The terminal block provides an electrical joining or connection of a cable to other devices, hardware, or cables, wherein the terminal block acts as a transfer point. The terminal block comprises a dielectric block having a plurality of electrical termination locations defined therein (hereinafter referred to as “terminals”), wherein the terminals have engagements for securing individual signal-carrying elements (hereinafter referred to as “wires”) of one or more cables. Conventional terminal blocks are often integrated into a what is known as a “patch panel”, wherein the terminal block facilitates an electrical connection between the terminated cable and another device or piece of hardware connected to the patch panel by a second cable or “patch cord”. Once a cable is terminated or electrically connected to the patch panel via the electrical connection of the wires to the terminal block, the patch panel generally permits interchangeable interconnection of various devices and cables, thus simplifying cabling to the individual devices.

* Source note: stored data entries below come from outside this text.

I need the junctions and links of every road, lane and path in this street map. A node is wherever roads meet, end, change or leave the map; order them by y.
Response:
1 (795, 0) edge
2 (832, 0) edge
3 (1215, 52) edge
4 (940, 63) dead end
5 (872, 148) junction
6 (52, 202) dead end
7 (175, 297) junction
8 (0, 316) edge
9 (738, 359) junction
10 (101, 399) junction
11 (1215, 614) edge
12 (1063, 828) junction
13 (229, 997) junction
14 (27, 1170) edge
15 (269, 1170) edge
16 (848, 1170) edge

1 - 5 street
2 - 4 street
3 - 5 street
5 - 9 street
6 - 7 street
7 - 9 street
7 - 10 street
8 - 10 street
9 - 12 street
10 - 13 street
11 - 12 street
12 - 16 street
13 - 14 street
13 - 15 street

Conventionally, the individual wires of the cable are placed by hand in individual terminals or blades of a terminal block, and an impact tool or “punchdown” tool is subsequently utilized to cut and seat the individual wires in the terminal blocks. A variety of impact tools are available to installers within the telecommunications industry, wherein the impact tools are configured for seating and cutting the individual wires in the termination blocks. A typical impact tool comprises a handle and a head utilized in cutting and seating individual wires positioned in a terminal. An axially translatable hammer is provided within the handle, wherein the hammer is typically biased by a compression spring to strike the head. As an installer grips the handle and pushes it against a wire already individually positioned in the terminal, a hammer release element within the handle is moved into alignment with the hammer travel path, such that the compression spring releases its energy, thus causing the hammer to rapidly impact the cutting head, therein cutting the end of the wire and seating the wire in the terminal.
Such use of the aforementioned impact tools is common; however, the individual wires need to be already placed in the terminals into which they are to be seated. In a typical cable having multiple twisted-pair wires, for example, the installer will manually place the individual wires in their respective terminals by hand, and then follow the placement with the cutting and seating provided by the impact tool. Often times, however, the terminals are located in a terminal block that is difficult to reach due to other equipment (e.g., routers, switches, etc.) being in the way, or the terminal block is not the line of sight from the viewpoint of the installer. As a consequence, it is often time-consuming and labor-intensive for the installer to properly position the individual wires in such a limited environment, thereby increasing the cost of installation of telecommunications or network equipment. Further, it is often cumbersome to manually position more than one wire at a time prior to cutting and seating.